_THE INPUT_
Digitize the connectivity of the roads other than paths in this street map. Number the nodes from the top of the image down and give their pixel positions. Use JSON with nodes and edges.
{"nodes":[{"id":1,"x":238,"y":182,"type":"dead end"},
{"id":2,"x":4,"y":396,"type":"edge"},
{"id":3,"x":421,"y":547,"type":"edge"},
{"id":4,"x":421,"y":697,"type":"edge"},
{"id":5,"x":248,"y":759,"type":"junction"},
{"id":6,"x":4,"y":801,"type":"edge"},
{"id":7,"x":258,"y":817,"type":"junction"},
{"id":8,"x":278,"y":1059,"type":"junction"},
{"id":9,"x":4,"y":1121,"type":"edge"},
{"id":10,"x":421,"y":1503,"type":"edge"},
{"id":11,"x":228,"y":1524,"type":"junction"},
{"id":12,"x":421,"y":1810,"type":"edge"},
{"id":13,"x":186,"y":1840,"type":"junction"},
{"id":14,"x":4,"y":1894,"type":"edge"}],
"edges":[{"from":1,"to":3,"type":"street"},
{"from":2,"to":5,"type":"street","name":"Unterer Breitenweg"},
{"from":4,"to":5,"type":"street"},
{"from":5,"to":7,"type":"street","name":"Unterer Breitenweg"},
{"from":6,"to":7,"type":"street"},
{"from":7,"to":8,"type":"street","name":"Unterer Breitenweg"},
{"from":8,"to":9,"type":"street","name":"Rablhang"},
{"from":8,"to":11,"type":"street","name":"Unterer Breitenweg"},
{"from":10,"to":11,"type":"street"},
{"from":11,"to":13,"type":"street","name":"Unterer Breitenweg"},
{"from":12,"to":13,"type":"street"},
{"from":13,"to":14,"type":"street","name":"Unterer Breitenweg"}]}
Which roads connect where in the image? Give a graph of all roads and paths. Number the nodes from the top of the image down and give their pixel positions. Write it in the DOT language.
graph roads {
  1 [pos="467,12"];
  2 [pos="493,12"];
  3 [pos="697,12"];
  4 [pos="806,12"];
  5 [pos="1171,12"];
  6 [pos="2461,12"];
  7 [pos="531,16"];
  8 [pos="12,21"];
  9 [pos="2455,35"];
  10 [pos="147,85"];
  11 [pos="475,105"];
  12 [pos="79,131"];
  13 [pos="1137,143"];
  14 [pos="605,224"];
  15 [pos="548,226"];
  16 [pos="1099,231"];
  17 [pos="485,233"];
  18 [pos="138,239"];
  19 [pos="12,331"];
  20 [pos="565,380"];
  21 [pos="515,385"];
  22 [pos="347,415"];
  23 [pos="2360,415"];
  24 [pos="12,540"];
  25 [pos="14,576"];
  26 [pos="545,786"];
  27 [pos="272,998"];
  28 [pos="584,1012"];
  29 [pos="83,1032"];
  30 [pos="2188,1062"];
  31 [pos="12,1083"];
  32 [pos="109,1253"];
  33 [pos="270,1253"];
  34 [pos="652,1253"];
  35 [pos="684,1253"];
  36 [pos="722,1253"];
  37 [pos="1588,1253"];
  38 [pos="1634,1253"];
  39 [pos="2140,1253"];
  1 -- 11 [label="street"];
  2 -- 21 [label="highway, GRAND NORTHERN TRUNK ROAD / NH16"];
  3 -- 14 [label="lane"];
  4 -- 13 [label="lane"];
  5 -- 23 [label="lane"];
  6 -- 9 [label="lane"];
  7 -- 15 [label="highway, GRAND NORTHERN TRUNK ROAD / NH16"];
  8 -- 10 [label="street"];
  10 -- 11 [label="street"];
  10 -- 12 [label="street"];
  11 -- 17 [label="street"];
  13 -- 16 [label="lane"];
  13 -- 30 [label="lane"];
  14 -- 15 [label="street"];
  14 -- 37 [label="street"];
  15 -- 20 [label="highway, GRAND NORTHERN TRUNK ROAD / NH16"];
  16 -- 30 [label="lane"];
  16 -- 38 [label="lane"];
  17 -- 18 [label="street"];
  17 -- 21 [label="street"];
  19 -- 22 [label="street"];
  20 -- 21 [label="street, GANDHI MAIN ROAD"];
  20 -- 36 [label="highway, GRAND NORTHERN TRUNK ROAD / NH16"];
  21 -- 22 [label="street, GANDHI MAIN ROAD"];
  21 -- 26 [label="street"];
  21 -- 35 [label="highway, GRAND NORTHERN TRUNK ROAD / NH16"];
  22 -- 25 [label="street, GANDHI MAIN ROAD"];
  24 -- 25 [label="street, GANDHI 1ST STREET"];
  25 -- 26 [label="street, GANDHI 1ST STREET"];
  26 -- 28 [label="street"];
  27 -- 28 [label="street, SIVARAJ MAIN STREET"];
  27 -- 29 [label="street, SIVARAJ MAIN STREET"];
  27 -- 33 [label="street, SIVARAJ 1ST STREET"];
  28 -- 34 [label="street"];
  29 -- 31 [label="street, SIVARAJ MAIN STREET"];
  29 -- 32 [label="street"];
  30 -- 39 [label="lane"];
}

_WHAT IS BEING ASKED_
Return the entries above word for word.

_TASK SOLUTION_
Digitize the connectivity of the roads other than paths in this street map. Number the nodes from the top of the image down and give their pixel positions. Use JSON with nodes and edges.
{"nodes":[{"id":1,"x":238,"y":182,"type":"dead end"},
{"id":2,"x":4,"y":396,"type":"edge"},
{"id":3,"x":421,"y":547,"type":"edge"},
{"id":4,"x":421,"y":697,"type":"edge"},
{"id":5,"x":248,"y":759,"type":"junction"},
{"id":6,"x":4,"y":801,"type":"edge"},
{"id":7,"x":258,"y":817,"type":"junction"},
{"id":8,"x":278,"y":1059,"type":"junction"},
{"id":9,"x":4,"y":1121,"type":"edge"},
{"id":10,"x":421,"y":1503,"type":"edge"},
{"id":11,"x":228,"y":1524,"type":"junction"},
{"id":12,"x":421,"y":1810,"type":"edge"},
{"id":13,"x":186,"y":1840,"type":"junction"},
{"id":14,"x":4,"y":1894,"type":"edge"}],
"edges":[{"from":1,"to":3,"type":"street"},
{"from":2,"to":5,"type":"street","name":"Unterer Breitenweg"},
{"from":4,"to":5,"type":"street"},
{"from":5,"to":7,"type":"street","name":"Unterer Breitenweg"},
{"from":6,"to":7,"type":"street"},
{"from":7,"to":8,"type":"street","name":"Unterer Breitenweg"},
{"from":8,"to":9,"type":"street","name":"Rablhang"},
{"from":8,"to":11,"type":"street","name":"Unterer Breitenweg"},
{"from":10,"to":11,"type":"street"},
{"from":11,"to":13,"type":"street","name":"Unterer Breitenweg"},
{"from":12,"to":13,"type":"street"},
{"from":13,"to":14,"type":"street","name":"Unterer Breitenweg"}]}
Which roads connect where in the image? Give a graph of all roads and paths. Number the nodes from the top of the image down and give their pixel positions. Write it in the DOT language.
graph roads {
  1 [pos="467,12"];
  2 [pos="493,12"];
  3 [pos="697,12"];
  4 [pos="806,12"];
  5 [pos="1171,12"];
  6 [pos="2461,12"];
  7 [pos="531,16"];
  8 [pos="12,21"];
  9 [pos="2455,35"];
  10 [pos="147,85"];
  11 [pos="475,105"];
  12 [pos="79,131"];
  13 [pos="1137,143"];
  14 [pos="605,224"];
  15 [pos="548,226"];
  16 [pos="1099,231"];
  17 [pos="485,233"];
  18 [pos="138,239"];
  19 [pos="12,331"];
  20 [pos="565,380"];
  21 [pos="515,385"];
  22 [pos="347,415"];
  23 [pos="2360,415"];
  24 [pos="12,540"];
  25 [pos="14,576"];
  26 [pos="545,786"];
  27 [pos="272,998"];
  28 [pos="584,1012"];
  29 [pos="83,1032"];
  30 [pos="2188,1062"];
  31 [pos="12,1083"];
  32 [pos="109,1253"];
  33 [pos="270,1253"];
  34 [pos="652,1253"];
  35 [pos="684,1253"];
  36 [pos="722,1253"];
  37 [pos="1588,1253"];
  38 [pos="1634,1253"];
  39 [pos="2140,1253"];
  1 -- 11 [label="street"];
  2 -- 21 [label="highway, GRAND NORTHERN TRUNK ROAD / NH16"];
  3 -- 14 [label="lane"];
  4 -- 13 [label="lane"];
  5 -- 23 [label="lane"];
  6 -- 9 [label="lane"];
  7 -- 15 [label="highway, GRAND NORTHERN TRUNK ROAD / NH16"];
  8 -- 10 [label="street"];
  10 -- 11 [label="street"];
  10 -- 12 [label="street"];
  11 -- 17 [label="street"];
  13 -- 16 [label="lane"];
  13 -- 30 [label="lane"];
  14 -- 15 [label="street"];
  14 -- 37 [label="street"];
  15 -- 20 [label="highway, GRAND NORTHERN TRUNK ROAD / NH16"];
  16 -- 30 [label="lane"];
  16 -- 38 [label="lane"];
  17 -- 18 [label="street"];
  17 -- 21 [label="street"];
  19 -- 22 [label="street"];
  20 -- 21 [label="street, GANDHI MAIN ROAD"];
  20 -- 36 [label="highway, GRAND NORTHERN TRUNK ROAD / NH16"];
  21 -- 22 [label="street, GANDHI MAIN ROAD"];
  21 -- 26 [label="street"];
  21 -- 35 [label="highway, GRAND NORTHERN TRUNK ROAD / NH16"];
  22 -- 25 [label="street, GANDHI MAIN ROAD"];
  24 -- 25 [label="street, GANDHI 1ST STREET"];
  25 -- 26 [label="street, GANDHI 1ST STREET"];
  26 -- 28 [label="street"];
  27 -- 28 [label="street, SIVARAJ MAIN STREET"];
  27 -- 29 [label="street, SIVARAJ MAIN STREET"];
  27 -- 33 [label="street, SIVARAJ 1ST STREET"];
  28 -- 34 [label="street"];
  29 -- 31 [label="street, SIVARAJ MAIN STREET"];
  29 -- 32 [label="street"];
  30 -- 39 [label="lane"];
}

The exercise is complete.